In order to reach all patients, leprosy treatment needs to be fully integrated into general health services at all levels. Moreover, political commitment needs to be sustained in countries where leprosy remains a public health problem. Partners in leprosy elimination also need to continue to ensure that human and financial resources are available. The age-old stigma associated with the disease remains an obstacle to self-reporting and early treatment. The image of leprosy has to be changed at the global, national and local levels. A new environment, in which patients will not hesitate to come forward for diagnosis and treatment at any health facility, must be created.
PAHO´s role in leprosy elimination
With the Regional Plan of Action for the Elimination of Leprosy in the Americas promoted by PAHO in 1992, the coverage with multidrug therapy (MDT) since 2001 until the present time has been steadily increasing and is currently almost universal. Since 1995, PAHO through WHO provides MDT free of charge to all the people that need it, initially through the funds for medications from The Nippon Foundation and since the year 2000 through the donations of MDT provided by Novartis and currently by the Novartis Foundation for Sustainable Development.
In Resolution CD49.R19, adopted on October 2, 2009 by PAHO´s Member States, leprosy was included as one of the neglected infectious diseases (NIDs), for which the goal of elimination of leprosy at first subnational level by 2015 was defined.

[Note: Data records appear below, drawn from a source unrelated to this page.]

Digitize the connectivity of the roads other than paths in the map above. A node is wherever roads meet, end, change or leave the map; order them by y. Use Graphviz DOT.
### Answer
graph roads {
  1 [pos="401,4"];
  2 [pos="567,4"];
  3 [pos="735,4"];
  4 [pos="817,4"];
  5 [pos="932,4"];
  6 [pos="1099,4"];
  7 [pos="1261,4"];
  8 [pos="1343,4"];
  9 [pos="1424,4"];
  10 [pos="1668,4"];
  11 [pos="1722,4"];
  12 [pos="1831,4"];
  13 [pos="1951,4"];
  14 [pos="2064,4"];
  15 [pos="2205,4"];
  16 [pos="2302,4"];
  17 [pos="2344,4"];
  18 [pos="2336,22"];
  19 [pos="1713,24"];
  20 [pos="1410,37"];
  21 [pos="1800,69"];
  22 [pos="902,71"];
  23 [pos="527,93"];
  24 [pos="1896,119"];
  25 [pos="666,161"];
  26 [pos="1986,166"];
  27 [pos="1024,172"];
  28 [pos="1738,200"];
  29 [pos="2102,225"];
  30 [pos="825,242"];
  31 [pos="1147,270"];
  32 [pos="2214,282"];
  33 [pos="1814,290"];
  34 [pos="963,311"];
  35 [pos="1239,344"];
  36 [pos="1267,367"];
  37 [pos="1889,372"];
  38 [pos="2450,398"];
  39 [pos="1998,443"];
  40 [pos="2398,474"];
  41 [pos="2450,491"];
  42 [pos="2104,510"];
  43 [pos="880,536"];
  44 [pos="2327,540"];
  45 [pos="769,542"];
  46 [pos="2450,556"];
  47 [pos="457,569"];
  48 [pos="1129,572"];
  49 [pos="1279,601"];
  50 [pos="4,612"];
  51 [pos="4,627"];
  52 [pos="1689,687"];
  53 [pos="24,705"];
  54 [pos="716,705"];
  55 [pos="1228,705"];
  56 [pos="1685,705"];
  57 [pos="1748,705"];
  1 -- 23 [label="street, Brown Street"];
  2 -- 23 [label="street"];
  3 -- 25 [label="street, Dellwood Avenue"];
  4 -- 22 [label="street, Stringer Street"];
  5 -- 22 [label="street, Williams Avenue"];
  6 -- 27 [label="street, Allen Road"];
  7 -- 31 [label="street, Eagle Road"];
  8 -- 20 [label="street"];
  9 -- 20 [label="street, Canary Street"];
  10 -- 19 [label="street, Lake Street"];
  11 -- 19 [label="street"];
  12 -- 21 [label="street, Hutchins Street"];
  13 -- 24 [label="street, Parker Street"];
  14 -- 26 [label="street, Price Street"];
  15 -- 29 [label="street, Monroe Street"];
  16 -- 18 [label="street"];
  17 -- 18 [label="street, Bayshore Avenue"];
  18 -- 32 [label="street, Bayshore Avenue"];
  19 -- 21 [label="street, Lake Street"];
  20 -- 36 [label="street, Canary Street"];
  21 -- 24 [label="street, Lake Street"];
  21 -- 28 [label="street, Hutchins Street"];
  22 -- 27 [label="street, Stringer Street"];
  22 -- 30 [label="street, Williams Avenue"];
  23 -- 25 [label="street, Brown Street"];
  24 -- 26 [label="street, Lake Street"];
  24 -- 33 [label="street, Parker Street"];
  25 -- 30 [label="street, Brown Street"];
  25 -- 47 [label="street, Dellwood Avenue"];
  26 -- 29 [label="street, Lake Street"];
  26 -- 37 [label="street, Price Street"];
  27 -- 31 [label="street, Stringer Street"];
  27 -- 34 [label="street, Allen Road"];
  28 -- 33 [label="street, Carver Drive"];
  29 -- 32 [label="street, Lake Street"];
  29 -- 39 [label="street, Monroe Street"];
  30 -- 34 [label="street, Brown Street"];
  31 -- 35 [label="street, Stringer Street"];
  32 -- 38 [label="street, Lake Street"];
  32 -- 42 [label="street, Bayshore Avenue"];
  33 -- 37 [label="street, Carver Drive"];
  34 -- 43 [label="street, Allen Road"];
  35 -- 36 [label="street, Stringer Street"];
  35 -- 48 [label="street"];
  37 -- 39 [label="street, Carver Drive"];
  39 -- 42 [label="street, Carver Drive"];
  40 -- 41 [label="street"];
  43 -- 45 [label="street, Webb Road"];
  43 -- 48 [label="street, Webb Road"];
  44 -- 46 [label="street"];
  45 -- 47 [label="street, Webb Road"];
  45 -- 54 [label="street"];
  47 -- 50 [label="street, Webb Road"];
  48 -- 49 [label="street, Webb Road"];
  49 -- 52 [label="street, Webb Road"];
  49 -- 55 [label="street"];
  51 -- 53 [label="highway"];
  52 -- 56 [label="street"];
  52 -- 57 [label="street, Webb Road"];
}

In 2010 WHO´s Global Leprosy Program issued the “Enhanced Global Strategy for Further Reducing the Disease Burden due to Leprosy: 2011-2015” and its operational guidelines. The goal of the Enhanced Global Strategy is to further reduce the disease burden due to leprosy and sustain the provision of high-quality leprosy services for all affected communities, ensuring that the principles of equity and social justice are followed. While the main principles of leprosy control, based on timely detection of new cases and their treatment with effective chemotherapy in the form of multidrug therapy, remain unchanged, emphasis is given to sustaining the provisions for quality patient care that are equitably distributed, affordable and easily accessible. The strategy also highlights the need for decisive and innovative changes to the organization of leprosy control and the working arrangements among all partners, as well as to influence the attitude of health-care providers, persons affected by leprosy and their families, and the general public.

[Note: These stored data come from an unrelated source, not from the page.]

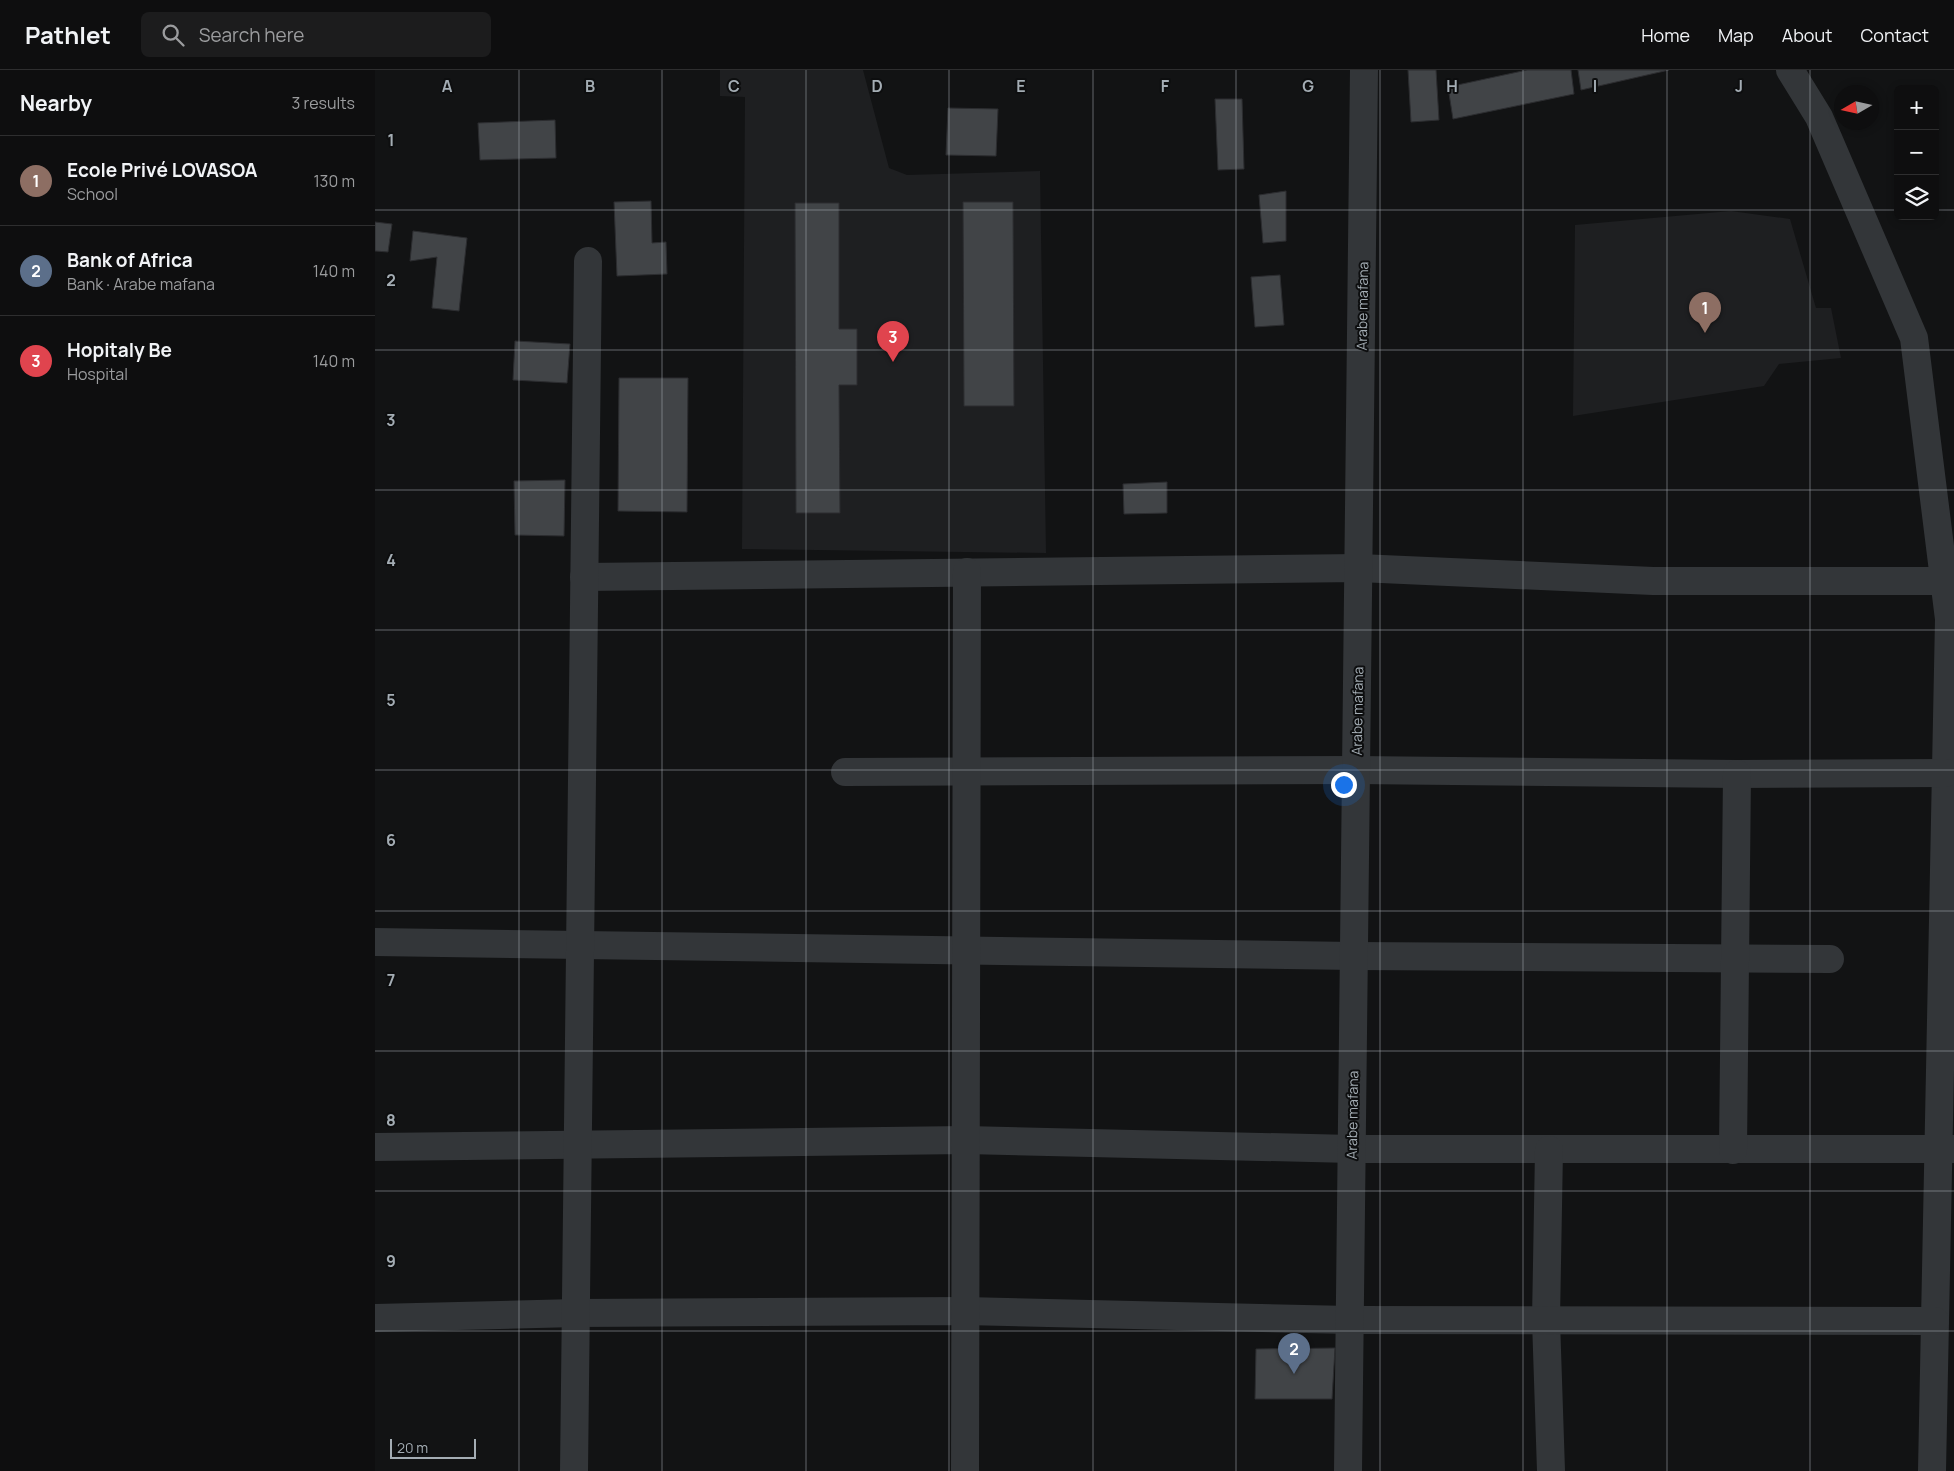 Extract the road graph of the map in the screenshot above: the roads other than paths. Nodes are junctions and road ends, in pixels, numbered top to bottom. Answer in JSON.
{"nodes":[{"id":1,"x":1364,"y":70,"type":"edge"},
{"id":2,"x":1790,"y":70,"type":"edge"},
{"id":3,"x":588,"y":261,"type":"dead end"},
{"id":4,"x":1359,"y":568,"type":"junction"},
{"id":5,"x":967,"y":572,"type":"junction"},
{"id":6,"x":584,"y":577,"type":"junction"},
{"id":7,"x":1949,"y":581,"type":"edge"},
{"id":8,"x":1357,"y":770,"type":"junction"},
{"id":9,"x":845,"y":772,"type":"dead end"},
{"id":10,"x":966,"y":772,"type":"junction"},
{"id":11,"x":1737,"y":774,"type":"junction"},
{"id":12,"x":1946,"y":774,"type":"junction"},
{"id":13,"x":375,"y":942,"type":"edge"},
{"id":14,"x":580,"y":945,"type":"junction"},
{"id":15,"x":966,"y":950,"type":"junction"},
{"id":16,"x":1354,"y":956,"type":"junction"},
{"id":17,"x":1735,"y":959,"type":"junction"},
{"id":18,"x":1830,"y":959,"type":"dead end"},
{"id":19,"x":966,"y":1140,"type":"junction"},
{"id":20,"x":578,"y":1144,"type":"junction"},
{"id":21,"x":375,"y":1147,"type":"edge"},
{"id":22,"x":1946,"y":1148,"type":"edge"},
{"id":23,"x":1352,"y":1149,"type":"junction"},
{"id":24,"x":1549,"y":1150,"type":"junction"},
{"id":25,"x":1733,"y":1150,"type":"junction"},
{"id":26,"x":965,"y":1312,"type":"junction"},
{"id":27,"x":576,"y":1313,"type":"junction"},
{"id":28,"x":375,"y":1318,"type":"edge"},
{"id":29,"x":1350,"y":1320,"type":"junction"},
{"id":30,"x":1546,"y":1320,"type":"junction"},
{"id":31,"x":1935,"y":1321,"type":"junction"},
{"id":32,"x":574,"y":1471,"type":"edge"},
{"id":33,"x":965,"y":1471,"type":"edge"},
{"id":34,"x":1348,"y":1471,"type":"edge"},
{"id":35,"x":1551,"y":1471,"type":"edge"},
{"id":36,"x":1933,"y":1471,"type":"edge"}],
"edges":[{"from":1,"to":4,"type":"street","name":"Arabe mafana"},
{"from":2,"to":7,"type":"street"},
{"from":3,"to":6,"type":"street"},
{"from":4,"to":5,"type":"street"},
{"from":4,"to":7,"type":"street"},
{"from":4,"to":8,"type":"street","name":"Arabe mafana"},
{"from":5,"to":6,"type":"street"},
{"from":5,"to":10,"type":"street"},
{"from":6,"to":14,"type":"street"},
{"from":7,"to":12,"type":"street"},
{"from":8,"to":10,"type":"street"},
{"from":8,"to":11,"type":"street"},
{"from":8,"to":16,"type":"street","name":"Arabe mafana"},
{"from":9,"to":10,"type":"street"},
{"from":10,"to":15,"type":"street"},
{"from":11,"to":12,"type":"street"},
{"from":11,"to":17,"type":"street"},
{"from":12,"to":22,"type":"street"},
{"from":13,"to":14,"type":"street"},
{"from":14,"to":15,"type":"street"},
{"from":14,"to":20,"type":"street"},
{"from":15,"to":16,"type":"street"},
{"from":15,"to":19,"type":"street"},
{"from":16,"to":17,"type":"street"},
{"from":16,"to":23,"type":"street","name":"Arabe mafana"},
{"from":17,"to":18,"type":"street"},
{"from":17,"to":25,"type":"street"},
{"from":19,"to":20,"type":"street"},
{"from":19,"to":23,"type":"street"},
{"from":19,"to":26,"type":"street"},
{"from":20,"to":21,"type":"street"},
{"from":20,"to":27,"type":"street"},
{"from":22,"to":25,"type":"street"},
{"from":22,"to":31,"type":"street"},
{"from":23,"to":24,"type":"street"},
{"from":23,"to":29,"type":"street","name":"Arabe mafana"},
{"from":24,"to":25,"type":"street"},
{"from":24,"to":30,"type":"street"},
{"from":26,"to":27,"type":"street"},
{"from":26,"to":29,"type":"street"},
{"from":26,"to":33,"type":"street"},
{"from":27,"to":28,"type":"street"},
{"from":27,"to":32,"type":"street"},
{"from":29,"to":30,"type":"street"},
{"from":29,"to":34,"type":"street","name":"Arabe mafana"},
{"from":30,"to":31,"type":"street"},
{"from":30,"to":35,"type":"street"},
{"from":31,"to":36,"type":"street"}]}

Based both on Resolution CD49.R19 as well as on the WHO “Enhanced Global Strategy for Further Reducing the Disease Burden due to Leprosy: 2011-2015”, in 2012 PAHO formulated a "Plan of Action in order to Accelerate the Achievement of the Elimination of Leprosy in Latin America and the Caribbean" which presents the lines of action with the objective of maintaining the achievements reached in the elimination of leprosy in the Region and further advancing towards the elimination of leprosy as a public health problem at first sub-national political-administrative level (less than 1 case per 10 000 population) by 2015.